Lo smart working è una modalità già molto utilizzata all’estero, ma che negli ultimi anni ha visto un netto aumento anche in Italia. Sempre più aziende hanno infatti abbracciato questa forma di lavoro flessibile che permette di migliorare la qualità della vita del dipendente (soprattutto per i pendolari) e di risparmiare sui consumi e sulle esigenze di spazio delle imprese.

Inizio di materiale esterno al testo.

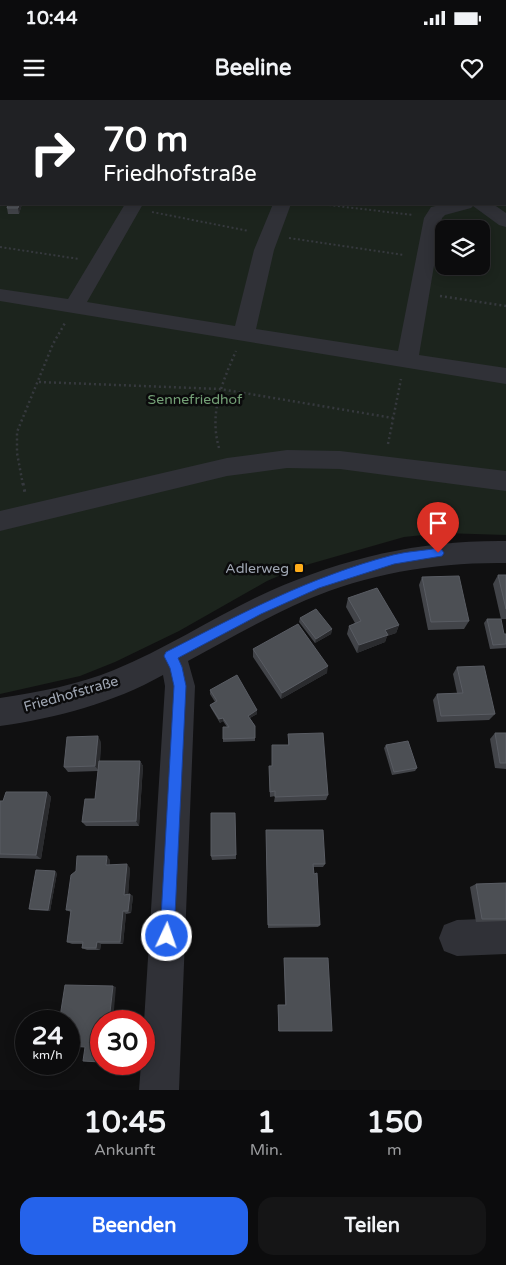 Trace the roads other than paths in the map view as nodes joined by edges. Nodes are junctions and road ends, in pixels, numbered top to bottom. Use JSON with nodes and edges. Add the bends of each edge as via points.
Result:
{"nodes":[{"id":1,"x":133,"y":205,"type":"edge"},
{"id":2,"x":282,"y":205,"type":"edge"},
{"id":3,"x":461,"y":205,"type":"edge"},
{"id":4,"x":482,"y":205,"type":"edge"},
{"id":5,"x":506,"y":221,"type":"edge"},
{"id":6,"x":0,"y":295,"type":"edge"},
{"id":7,"x":74,"y":307,"type":"junction"},
{"id":8,"x":244,"y":334,"type":"junction"},
{"id":9,"x":407,"y":360,"type":"junction"},
{"id":10,"x":506,"y":376,"type":"edge"},
{"id":11,"x":506,"y":481,"type":"edge"},
{"id":12,"x":0,"y":521,"type":"edge"},
{"id":13,"x":506,"y":552,"type":"edge"},
{"id":14,"x":170,"y":656,"type":"junction"},
{"id":15,"x":0,"y":712,"type":"edge"},
{"id":16,"x":506,"y":936,"type":"edge"},
{"id":17,"x":457,"y":938,"type":"dead end"},
{"id":18,"x":160,"y":1090,"type":"edge"}],
"edges":[{"from":1,"to":7,"type":"street"},
{"from":2,"to":8,"type":"street","via":[[264,250]]},
{"from":3,"to":9,"type":"street","via":[[438,211],[433,218]]},
{"from":4,"to":5,"type":"street"},
{"from":6,"to":7,"type":"street"},
{"from":7,"to":8,"type":"street"},
{"from":8,"to":9,"type":"street"},
{"from":9,"to":10,"type":"street"},
{"from":11,"to":12,"type":"street","via":[[384,464],[286,459],[227,467]]},
{"from":13,"to":14,"type":"street","name":"Friedhofstraße","via":[[438,553],[394,559],[362,568],[316,584],[257,611]]},
{"from":14,"to":15,"type":"street","name":"Friedhofstraße","via":[[118,683],[28,708]]},
{"from":14,"to":18,"type":"street","via":[[180,686]]},
{"from":16,"to":17,"type":"street"}]}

Secondo la Legge 81/2017 il lavoro agile (in inglese smart working) è una modalità di esecuzione del rapporto di lavoro subordinato stabilita mediante accordo tra le parti, anche con forme di organizzazione per fasi, cicli e obiettivi e senza precisi vincoli di orario o di luogo di lavoro, con il possibile utilizzo di strumenti tecnologici per lo svolgimento dell’attività lavorativa. La prestazione lavorativa viene eseguita in parte all’interno di locali aziendali e, senza una postazione fissa, in parte all’esterno entro i soli limiti di durata massima dell’orario di lavoro giornaliero e settimanale derivanti dalla legge e dalla contrattazione collettiva.

Il datore di lavoro è responsabile della sicurezza e del buon funzionamento degli strumenti tecnologici assegnati al lavoratore per lo svolgimento dell’attività lavorativa e che gli incentivi fiscali e contributivi eventualmente riconosciuti in relazione agli incrementi di produttività ed efficienza del lavoro subordinato sono applicabili anche quando l’attività lavorativa sia prestata in modalità di lavoro agile. Lo stipendio e il trattamento normativo del lavoratore agile fanno riferimento al contratto collettivo e, quindi, non a quello aziendale.

VANTAGGI SMART WORKING

I vantaggi ottenibili dall’introduzione dello Smart Working da parte delle aziende e dei lavoratori sono rilevanti e si possono misurare in termini di miglioramento della produttività, riduzione dell’assenteismo e riduzione dei costi per gli spazi fisici.

Utilizzando le evidenze raccolte dall’Osservatorio Smart Working del Politecnico di Milano attraverso survey e casi pilota, si può stimare l’incremento di produttività per un lavoratore derivante dall’adozione di un modello “maturo” di Smart Working nell’ordine del 15%.

I benefici, tuttavia, non sono soltanto per le aziende. Altrettanto concreti sono quelli per i lavoratori:

  • riduzione dei tempi e costi di trasferimento;

  • miglioramento del work-life balance;

  • aumento della motivazione e della soddisfazione.

Lo Smart Working, infine, consente di produrre benefici misurabili anche per l’ambiente ad esempio in termini di:

  • riduzione delle emissioni di CO2;
  • riduzione del traffico;
  • migliore utilizzo dei trasporti pubblici.

COME RICHIEDERE L’ACCESSO ALLO SMART WORKING?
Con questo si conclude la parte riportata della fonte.